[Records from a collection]

┄┄┄┄┄┄

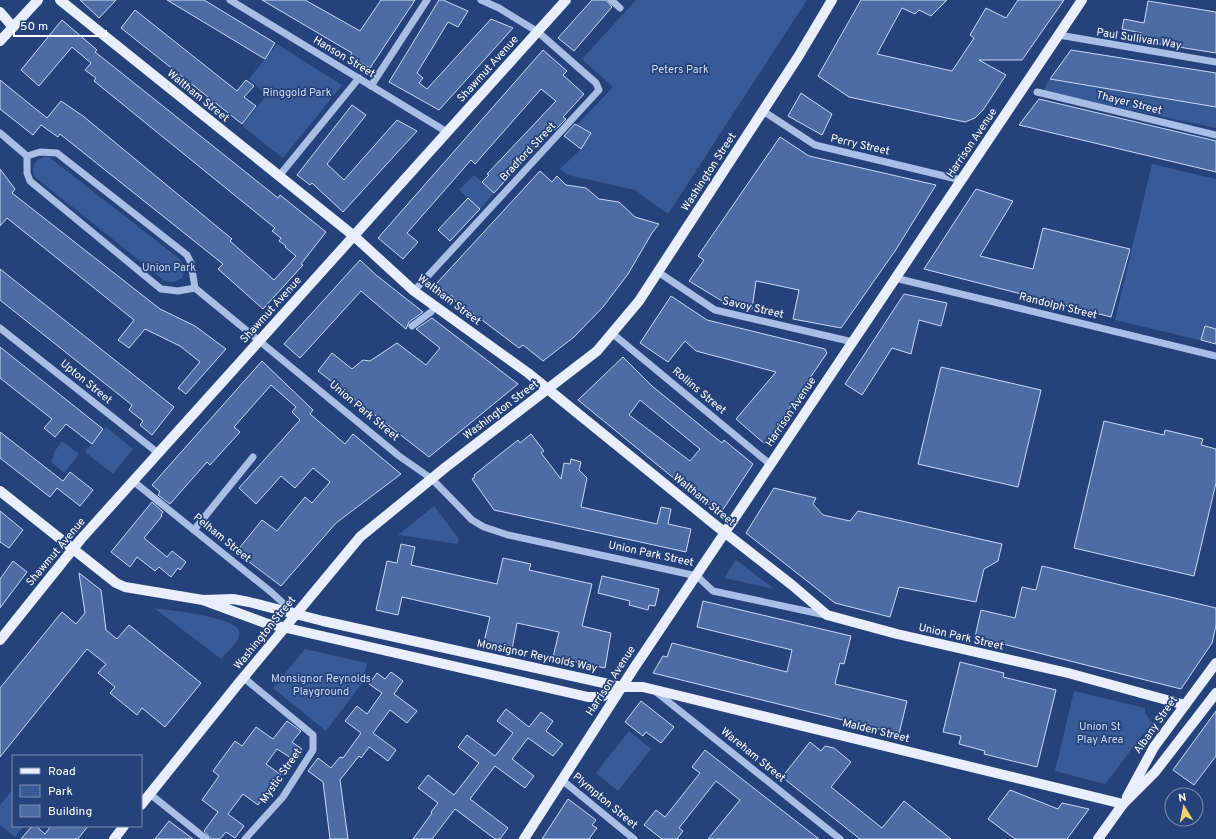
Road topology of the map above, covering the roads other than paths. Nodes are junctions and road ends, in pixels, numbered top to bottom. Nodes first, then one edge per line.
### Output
1 (38, 0) edge
2 (60, 0) edge
3 (230, 0) edge
4 (427, 0) edge
5 (481, 0) edge
6 (566, 0) edge
7 (611, 0) edge
8 (832, 0) edge
9 (1082, 0) edge
10 (620, 8) dead end
11 (0, 12) edge
12 (13, 28) junction
13 (538, 32) junction
14 (1059, 35) junction
15 (0, 41) edge
16 (1216, 62) edge
17 (360, 78) junction
18 (372, 86) junction
19 (1037, 92) dead end
20 (763, 111) junction
21 (447, 132) junction
22 (0, 133) edge
23 (1216, 135) edge
24 (27, 156) junction
25 (279, 176) junction
26 (961, 180) junction
27 (354, 236) junction
28 (658, 272) junction
29 (895, 278) junction
30 (194, 288) junction
31 (414, 291) junction
32 (431, 312) dead end
33 (412, 326) dead end
34 (0, 328) edge
35 (613, 334) junction
36 (260, 340) junction
37 (853, 342) junction
38 (1216, 356) edge
39 (548, 390) junction
40 (158, 453) junction
41 (253, 457) dead end
42 (771, 465) junction
43 (432, 479) junction
44 (133, 481) junction
45 (0, 491) edge
46 (194, 530) junction
47 (725, 533) junction
48 (73, 548) junction
49 (697, 576) junction
50 (203, 600) junction
51 (295, 614) junction
52 (827, 615) junction
53 (284, 628) junction
54 (0, 640) edge
55 (1216, 663) edge
56 (244, 678) junction
57 (622, 687) junction
58 (652, 689) junction
59 (1216, 693) edge
60 (1185, 705) junction
61 (562, 780) junction
62 (150, 794) junction
63 (142, 804) edge
64 (1123, 804) junction
65 (123, 827) edge
66 (114, 839) edge
67 (206, 839) edge
68 (245, 839) edge
69 (524, 839) edge
70 (634, 839) edge
71 (840, 839) edge
72 (1098, 839) edge

1 - 12 main road
2 - 25 main road, Waltham Street
3 - 17 street, Hanson Street
4 - 18 street
5 - 13 street
6 - 13 main road, Shawmut Avenue
7 - 10 street
8 - 20 main road, Washington Street
9 - 14 main road, Harrison Avenue
11 - 12 main road
12 - 15 main road
13 - 21 main road, Shawmut Avenue
13 - 31 street, Bradford Street
14 - 16 street, Paul Sullivan Way
14 - 26 main road, Harrison Avenue
17 - 18 street, Hanson Street
17 - 25 street
18 - 21 street, Hanson Street
19 - 23 street, Thayer Street
20 - 26 street, Perry Street
20 - 28 main road, Washington Street
21 - 27 main road, Shawmut Avenue
22 - 24 street
24 - 30 street
24 - 30 street
25 - 27 main road, Waltham Street
26 - 29 main road, Harrison Avenue
27 - 31 main road, Waltham Street
27 - 36 main road, Shawmut Avenue
28 - 35 main road, Washington Street
28 - 37 street, Savoy Street
29 - 37 main road, Harrison Avenue
29 - 38 street, Randolph Street
30 - 36 street
31 - 39 main road, Waltham Street
32 - 33 street
34 - 40 street, Upton Street
35 - 39 main road, Washington Street
35 - 42 street, Rollins Street
36 - 40 main road, Shawmut Avenue
36 - 43 street, Union Park Street
37 - 42 main road, Harrison Avenue
39 - 43 main road, Washington Street
39 - 47 main road, Waltham Street
40 - 44 main road, Shawmut Avenue
41 - 46 street
42 - 47 main road, Harrison Avenue
43 - 49 street, Union Park Street
43 - 51 main road, Washington Street
44 - 46 street, Pelham Street
44 - 48 main road, Shawmut Avenue
45 - 48 main road
46 - 51 street, Pelham Street
47 - 49 main road, Harrison Avenue
47 - 52 main road, Waltham Street
48 - 50 main road
48 - 54 main road, Shawmut Avenue
49 - 52 street, Union Park Street
49 - 57 main road, Harrison Avenue
50 - 51 main road, Monsignor Reynolds Way
50 - 53 main road
51 - 53 main road, Washington Street
51 - 57 main road, Monsignor Reynolds Way
52 - 60 main road, Union Park Street
53 - 56 main road, Washington Street
53 - 57 main road
55 - 60 main road, Albany Street
56 - 62 main road, Washington Street
56 - 68 street, Mystic Street
57 - 58 main road, Malden Street
57 - 61 main road, Harrison Avenue
58 - 64 main road, Malden Street
58 - 71 street, Wareham Street
59 - 64 main road, Albany Street
60 - 64 main road, Albany Street
61 - 69 main road, Harrison Avenue
61 - 70 street, Plympton Street
62 - 63 main road, Washington Street
62 - 67 street
64 - 72 main road, Albany Street
65 - 66 main road

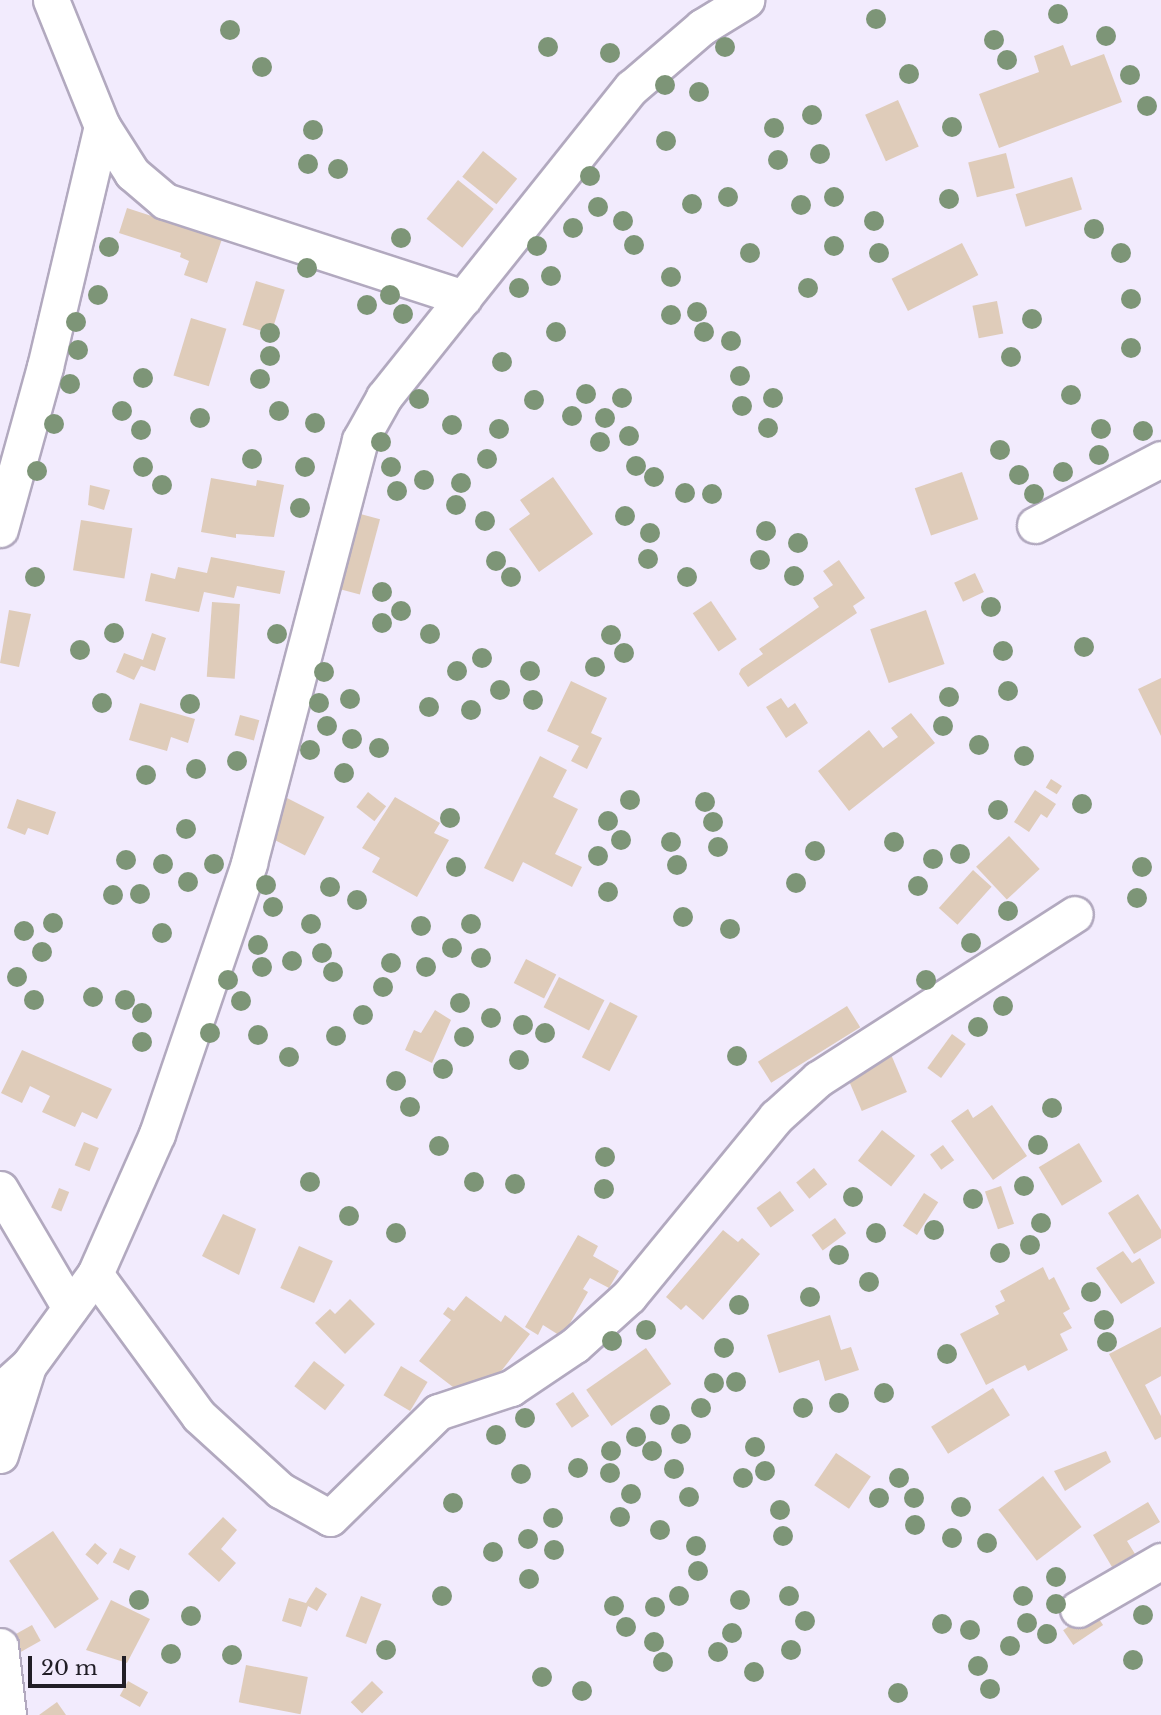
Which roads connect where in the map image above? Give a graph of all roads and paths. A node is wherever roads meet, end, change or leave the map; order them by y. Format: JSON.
{"nodes":[{"id":1,"x":51,"y":0,"type":"edge"},
{"id":2,"x":746,"y":0,"type":"edge"},
{"id":3,"x":102,"y":126,"type":"junction"},
{"id":4,"x":464,"y":298,"type":"junction"},
{"id":5,"x":1161,"y":459,"type":"edge"},
{"id":6,"x":1035,"y":525,"type":"dead end"},
{"id":7,"x":0,"y":529,"type":"edge"},
{"id":8,"x":1075,"y":914,"type":"dead end"},
{"id":9,"x":0,"y":1189,"type":"edge"},
{"id":10,"x":95,"y":1274,"type":"junction"},
{"id":11,"x":70,"y":1308,"type":"junction"},
{"id":12,"x":28,"y":1366,"type":"junction"},
{"id":13,"x":0,"y":1391,"type":"edge"},
{"id":14,"x":0,"y":1455,"type":"edge"},
{"id":15,"x":1161,"y":1561,"type":"edge"},
{"id":16,"x":1077,"y":1609,"type":"dead end"},
{"id":17,"x":0,"y":1646,"type":"edge"},
{"id":18,"x":8,"y":1715,"type":"edge"}],
"edges":[{"from":1,"to":3,"type":"street"},
{"from":2,"to":4,"type":"street"},
{"from":3,"to":4,"type":"street"},
{"from":3,"to":7,"type":"street"},
{"from":4,"to":10,"type":"street"},
{"from":5,"to":6,"type":"street"},
{"from":8,"to":10,"type":"street"},
{"from":9,"to":11,"type":"street"},
{"from":10,"to":11,"type":"street"},
{"from":11,"to":12,"type":"street"},
{"from":12,"to":13,"type":"street"},
{"from":12,"to":14,"type":"street"},
{"from":15,"to":16,"type":"street"},
{"from":17,"to":18,"type":"street"}]}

┄┄┄┄┄┄

Print each entry above exactly. The pictures should not be printed.

Expected output.
Road topology of the map above, covering the roads other than paths. Nodes are junctions and road ends, in pixels, numbered top to bottom. Nodes first, then one edge per line.
### Output
1 (38, 0) edge
2 (60, 0) edge
3 (230, 0) edge
4 (427, 0) edge
5 (481, 0) edge
6 (566, 0) edge
7 (611, 0) edge
8 (832, 0) edge
9 (1082, 0) edge
10 (620, 8) dead end
11 (0, 12) edge
12 (13, 28) junction
13 (538, 32) junction
14 (1059, 35) junction
15 (0, 41) edge
16 (1216, 62) edge
17 (360, 78) junction
18 (372, 86) junction
19 (1037, 92) dead end
20 (763, 111) junction
21 (447, 132) junction
22 (0, 133) edge
23 (1216, 135) edge
24 (27, 156) junction
25 (279, 176) junction
26 (961, 180) junction
27 (354, 236) junction
28 (658, 272) junction
29 (895, 278) junction
30 (194, 288) junction
31 (414, 291) junction
32 (431, 312) dead end
33 (412, 326) dead end
34 (0, 328) edge
35 (613, 334) junction
36 (260, 340) junction
37 (853, 342) junction
38 (1216, 356) edge
39 (548, 390) junction
40 (158, 453) junction
41 (253, 457) dead end
42 (771, 465) junction
43 (432, 479) junction
44 (133, 481) junction
45 (0, 491) edge
46 (194, 530) junction
47 (725, 533) junction
48 (73, 548) junction
49 (697, 576) junction
50 (203, 600) junction
51 (295, 614) junction
52 (827, 615) junction
53 (284, 628) junction
54 (0, 640) edge
55 (1216, 663) edge
56 (244, 678) junction
57 (622, 687) junction
58 (652, 689) junction
59 (1216, 693) edge
60 (1185, 705) junction
61 (562, 780) junction
62 (150, 794) junction
63 (142, 804) edge
64 (1123, 804) junction
65 (123, 827) edge
66 (114, 839) edge
67 (206, 839) edge
68 (245, 839) edge
69 (524, 839) edge
70 (634, 839) edge
71 (840, 839) edge
72 (1098, 839) edge

1 - 12 main road
2 - 25 main road, Waltham Street
3 - 17 street, Hanson Street
4 - 18 street
5 - 13 street
6 - 13 main road, Shawmut Avenue
7 - 10 street
8 - 20 main road, Washington Street
9 - 14 main road, Harrison Avenue
11 - 12 main road
12 - 15 main road
13 - 21 main road, Shawmut Avenue
13 - 31 street, Bradford Street
14 - 16 street, Paul Sullivan Way
14 - 26 main road, Harrison Avenue
17 - 18 street, Hanson Street
17 - 25 street
18 - 21 street, Hanson Street
19 - 23 street, Thayer Street
20 - 26 street, Perry Street
20 - 28 main road, Washington Street
21 - 27 main road, Shawmut Avenue
22 - 24 street
24 - 30 street
24 - 30 street
25 - 27 main road, Waltham Street
26 - 29 main road, Harrison Avenue
27 - 31 main road, Waltham Street
27 - 36 main road, Shawmut Avenue
28 - 35 main road, Washington Street
28 - 37 street, Savoy Street
29 - 37 main road, Harrison Avenue
29 - 38 street, Randolph Street
30 - 36 street
31 - 39 main road, Waltham Street
32 - 33 street
34 - 40 street, Upton Street
35 - 39 main road, Washington Street
35 - 42 street, Rollins Street
36 - 40 main road, Shawmut Avenue
36 - 43 street, Union Park Street
37 - 42 main road, Harrison Avenue
39 - 43 main road, Washington Street
39 - 47 main road, Waltham Street
40 - 44 main road, Shawmut Avenue
41 - 46 street
42 - 47 main road, Harrison Avenue
43 - 49 street, Union Park Street
43 - 51 main road, Washington Street
44 - 46 street, Pelham Street
44 - 48 main road, Shawmut Avenue
45 - 48 main road
46 - 51 street, Pelham Street
47 - 49 main road, Harrison Avenue
47 - 52 main road, Waltham Street
48 - 50 main road
48 - 54 main road, Shawmut Avenue
49 - 52 street, Union Park Street
49 - 57 main road, Harrison Avenue
50 - 51 main road, Monsignor Reynolds Way
50 - 53 main road
51 - 53 main road, Washington Street
51 - 57 main road, Monsignor Reynolds Way
52 - 60 main road, Union Park Street
53 - 56 main road, Washington Street
53 - 57 main road
55 - 60 main road, Albany Street
56 - 62 main road, Washington Street
56 - 68 street, Mystic Street
57 - 58 main road, Malden Street
57 - 61 main road, Harrison Avenue
58 - 64 main road, Malden Street
58 - 71 street, Wareham Street
59 - 64 main road, Albany Street
60 - 64 main road, Albany Street
61 - 69 main road, Harrison Avenue
61 - 70 street, Plympton Street
62 - 63 main road, Washington Street
62 - 67 street
64 - 72 main road, Albany Street
65 - 66 main road

Which roads connect where in the map image above? Give a graph of all roads and paths. A node is wherever roads meet, end, change or leave the map; order them by y. Format: JSON.
{"nodes":[{"id":1,"x":51,"y":0,"type":"edge"},
{"id":2,"x":746,"y":0,"type":"edge"},
{"id":3,"x":102,"y":126,"type":"junction"},
{"id":4,"x":464,"y":298,"type":"junction"},
{"id":5,"x":1161,"y":459,"type":"edge"},
{"id":6,"x":1035,"y":525,"type":"dead end"},
{"id":7,"x":0,"y":529,"type":"edge"},
{"id":8,"x":1075,"y":914,"type":"dead end"},
{"id":9,"x":0,"y":1189,"type":"edge"},
{"id":10,"x":95,"y":1274,"type":"junction"},
{"id":11,"x":70,"y":1308,"type":"junction"},
{"id":12,"x":28,"y":1366,"type":"junction"},
{"id":13,"x":0,"y":1391,"type":"edge"},
{"id":14,"x":0,"y":1455,"type":"edge"},
{"id":15,"x":1161,"y":1561,"type":"edge"},
{"id":16,"x":1077,"y":1609,"type":"dead end"},
{"id":17,"x":0,"y":1646,"type":"edge"},
{"id":18,"x":8,"y":1715,"type":"edge"}],
"edges":[{"from":1,"to":3,"type":"street"},
{"from":2,"to":4,"type":"street"},
{"from":3,"to":4,"type":"street"},
{"from":3,"to":7,"type":"street"},
{"from":4,"to":10,"type":"street"},
{"from":5,"to":6,"type":"street"},
{"from":8,"to":10,"type":"street"},
{"from":9,"to":11,"type":"street"},
{"from":10,"to":11,"type":"street"},
{"from":11,"to":12,"type":"street"},
{"from":12,"to":13,"type":"street"},
{"from":12,"to":14,"type":"street"},
{"from":15,"to":16,"type":"street"},
{"from":17,"to":18,"type":"street"}]}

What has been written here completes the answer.